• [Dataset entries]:
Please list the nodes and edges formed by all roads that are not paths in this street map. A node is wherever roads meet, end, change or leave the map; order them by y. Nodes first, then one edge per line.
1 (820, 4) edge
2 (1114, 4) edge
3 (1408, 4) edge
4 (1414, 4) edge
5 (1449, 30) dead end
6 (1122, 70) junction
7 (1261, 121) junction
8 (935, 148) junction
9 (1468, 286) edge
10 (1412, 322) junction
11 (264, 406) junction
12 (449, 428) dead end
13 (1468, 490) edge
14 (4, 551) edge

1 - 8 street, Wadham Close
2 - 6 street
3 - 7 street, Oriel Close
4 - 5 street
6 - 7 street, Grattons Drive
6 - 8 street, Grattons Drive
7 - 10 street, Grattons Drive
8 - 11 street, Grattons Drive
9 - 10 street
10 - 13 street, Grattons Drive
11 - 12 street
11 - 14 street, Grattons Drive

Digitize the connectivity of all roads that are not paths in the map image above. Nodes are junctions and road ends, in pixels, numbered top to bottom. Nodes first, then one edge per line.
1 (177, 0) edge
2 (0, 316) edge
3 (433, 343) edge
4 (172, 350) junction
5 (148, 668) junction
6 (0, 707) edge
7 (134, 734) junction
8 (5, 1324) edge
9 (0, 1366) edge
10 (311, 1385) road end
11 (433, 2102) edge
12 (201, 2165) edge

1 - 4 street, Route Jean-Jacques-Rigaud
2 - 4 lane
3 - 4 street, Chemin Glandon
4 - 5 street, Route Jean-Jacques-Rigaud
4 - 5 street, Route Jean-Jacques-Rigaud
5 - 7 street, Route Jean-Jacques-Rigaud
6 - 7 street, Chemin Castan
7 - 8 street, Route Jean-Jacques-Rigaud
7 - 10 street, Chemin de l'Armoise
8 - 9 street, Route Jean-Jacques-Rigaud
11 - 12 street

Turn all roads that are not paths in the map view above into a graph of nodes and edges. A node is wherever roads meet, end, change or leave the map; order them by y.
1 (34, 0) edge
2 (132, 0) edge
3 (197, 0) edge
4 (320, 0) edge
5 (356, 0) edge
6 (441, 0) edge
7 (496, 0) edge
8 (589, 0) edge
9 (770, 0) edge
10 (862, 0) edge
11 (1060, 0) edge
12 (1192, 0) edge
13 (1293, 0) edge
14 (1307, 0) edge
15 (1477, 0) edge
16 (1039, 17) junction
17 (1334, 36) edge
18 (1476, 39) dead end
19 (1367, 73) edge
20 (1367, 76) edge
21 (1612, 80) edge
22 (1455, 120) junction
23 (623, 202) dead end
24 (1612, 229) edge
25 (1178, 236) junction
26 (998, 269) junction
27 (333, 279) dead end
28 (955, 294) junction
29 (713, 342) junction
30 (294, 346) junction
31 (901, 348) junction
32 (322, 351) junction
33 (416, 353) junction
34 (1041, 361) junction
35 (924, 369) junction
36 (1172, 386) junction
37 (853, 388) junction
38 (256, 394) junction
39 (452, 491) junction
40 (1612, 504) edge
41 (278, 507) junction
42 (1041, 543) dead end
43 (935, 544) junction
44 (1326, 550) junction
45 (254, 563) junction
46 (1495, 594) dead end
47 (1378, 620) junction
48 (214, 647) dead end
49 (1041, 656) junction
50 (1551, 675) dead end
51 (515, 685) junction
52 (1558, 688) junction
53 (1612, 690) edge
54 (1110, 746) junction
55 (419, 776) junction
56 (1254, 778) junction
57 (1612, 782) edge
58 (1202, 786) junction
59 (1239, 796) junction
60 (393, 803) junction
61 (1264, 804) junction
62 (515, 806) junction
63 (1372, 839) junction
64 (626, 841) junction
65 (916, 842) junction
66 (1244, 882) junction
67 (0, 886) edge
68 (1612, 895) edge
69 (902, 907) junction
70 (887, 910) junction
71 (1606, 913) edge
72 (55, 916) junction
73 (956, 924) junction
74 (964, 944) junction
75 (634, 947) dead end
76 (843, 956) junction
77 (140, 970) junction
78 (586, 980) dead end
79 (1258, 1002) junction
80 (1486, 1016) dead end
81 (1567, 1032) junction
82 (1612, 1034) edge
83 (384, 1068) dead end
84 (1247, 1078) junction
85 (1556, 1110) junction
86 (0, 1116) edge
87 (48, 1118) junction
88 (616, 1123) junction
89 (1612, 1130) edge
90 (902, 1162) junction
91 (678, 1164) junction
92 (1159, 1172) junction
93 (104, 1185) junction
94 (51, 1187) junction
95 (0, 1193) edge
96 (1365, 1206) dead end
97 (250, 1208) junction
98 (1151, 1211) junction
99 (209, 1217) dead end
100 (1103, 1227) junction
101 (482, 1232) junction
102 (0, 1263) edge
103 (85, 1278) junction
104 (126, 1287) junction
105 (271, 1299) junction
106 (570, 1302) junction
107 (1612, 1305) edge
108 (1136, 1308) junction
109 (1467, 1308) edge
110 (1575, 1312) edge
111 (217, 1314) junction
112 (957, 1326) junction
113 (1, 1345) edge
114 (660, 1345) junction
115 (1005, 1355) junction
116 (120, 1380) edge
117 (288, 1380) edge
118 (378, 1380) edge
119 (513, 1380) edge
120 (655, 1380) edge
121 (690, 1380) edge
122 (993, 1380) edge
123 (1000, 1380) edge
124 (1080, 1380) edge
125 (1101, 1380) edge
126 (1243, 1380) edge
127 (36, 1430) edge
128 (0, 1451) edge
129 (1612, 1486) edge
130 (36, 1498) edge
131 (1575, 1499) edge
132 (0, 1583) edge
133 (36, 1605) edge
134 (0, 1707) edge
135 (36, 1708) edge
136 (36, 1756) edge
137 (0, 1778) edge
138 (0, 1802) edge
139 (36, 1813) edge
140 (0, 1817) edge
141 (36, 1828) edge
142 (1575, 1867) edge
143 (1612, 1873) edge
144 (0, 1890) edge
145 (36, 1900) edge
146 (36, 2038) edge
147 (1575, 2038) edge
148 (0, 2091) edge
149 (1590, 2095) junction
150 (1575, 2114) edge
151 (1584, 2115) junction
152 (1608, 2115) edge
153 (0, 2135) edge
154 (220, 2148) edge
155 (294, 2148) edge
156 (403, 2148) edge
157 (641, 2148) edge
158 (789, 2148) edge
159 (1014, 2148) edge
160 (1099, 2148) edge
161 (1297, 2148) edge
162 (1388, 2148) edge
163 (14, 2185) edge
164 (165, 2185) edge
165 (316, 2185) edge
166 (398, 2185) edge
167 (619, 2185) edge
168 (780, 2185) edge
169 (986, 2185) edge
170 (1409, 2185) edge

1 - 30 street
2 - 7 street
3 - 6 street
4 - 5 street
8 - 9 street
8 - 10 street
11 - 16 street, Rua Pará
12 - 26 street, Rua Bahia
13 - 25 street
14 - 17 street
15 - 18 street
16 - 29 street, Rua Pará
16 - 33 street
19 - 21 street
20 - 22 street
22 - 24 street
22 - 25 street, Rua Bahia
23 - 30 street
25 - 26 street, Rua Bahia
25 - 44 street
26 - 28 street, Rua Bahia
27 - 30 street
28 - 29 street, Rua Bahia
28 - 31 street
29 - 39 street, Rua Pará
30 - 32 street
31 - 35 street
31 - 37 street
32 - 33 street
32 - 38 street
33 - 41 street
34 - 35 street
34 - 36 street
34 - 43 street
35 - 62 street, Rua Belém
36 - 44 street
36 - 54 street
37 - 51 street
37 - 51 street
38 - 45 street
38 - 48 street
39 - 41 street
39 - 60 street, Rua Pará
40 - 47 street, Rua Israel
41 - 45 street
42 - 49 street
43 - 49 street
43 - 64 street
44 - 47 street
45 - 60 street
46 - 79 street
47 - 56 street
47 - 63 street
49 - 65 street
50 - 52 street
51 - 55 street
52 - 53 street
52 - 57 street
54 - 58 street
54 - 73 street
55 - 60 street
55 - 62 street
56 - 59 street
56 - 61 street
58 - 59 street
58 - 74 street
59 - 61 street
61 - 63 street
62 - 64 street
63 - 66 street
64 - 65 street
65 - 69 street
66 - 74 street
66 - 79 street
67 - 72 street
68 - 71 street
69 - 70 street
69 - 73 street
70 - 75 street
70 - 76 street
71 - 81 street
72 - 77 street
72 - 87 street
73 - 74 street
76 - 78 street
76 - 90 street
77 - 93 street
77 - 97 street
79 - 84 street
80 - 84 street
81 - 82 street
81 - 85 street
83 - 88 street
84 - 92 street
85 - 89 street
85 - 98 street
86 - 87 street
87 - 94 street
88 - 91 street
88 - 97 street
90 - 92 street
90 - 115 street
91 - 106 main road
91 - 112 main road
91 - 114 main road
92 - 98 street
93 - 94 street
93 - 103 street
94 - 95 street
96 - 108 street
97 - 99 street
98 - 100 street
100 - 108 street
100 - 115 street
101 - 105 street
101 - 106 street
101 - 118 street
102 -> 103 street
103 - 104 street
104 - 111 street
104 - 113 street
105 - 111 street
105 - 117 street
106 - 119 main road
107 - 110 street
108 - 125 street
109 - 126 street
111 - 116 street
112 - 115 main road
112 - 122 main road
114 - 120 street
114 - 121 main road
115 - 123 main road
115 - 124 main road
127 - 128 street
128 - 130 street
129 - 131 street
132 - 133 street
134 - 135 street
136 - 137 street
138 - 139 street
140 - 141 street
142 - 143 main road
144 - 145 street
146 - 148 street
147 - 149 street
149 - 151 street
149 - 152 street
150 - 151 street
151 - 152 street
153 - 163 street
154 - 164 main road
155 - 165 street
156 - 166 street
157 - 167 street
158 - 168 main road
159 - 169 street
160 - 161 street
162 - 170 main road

• [WHAT YOU HAVE TO DO]: If a line in the records above contains the string "wherever", copy that line out.

• [REPLY TO THE EXERCISE]:
Please list the nodes and edges formed by all roads that are not paths in this street map. A node is wherever roads meet, end, change or leave the map; order them by y. Nodes first, then one edge per line.
Turn all roads that are not paths in the map view above into a graph of nodes and edges. A node is wherever roads meet, end, change or leave the map; order them by y.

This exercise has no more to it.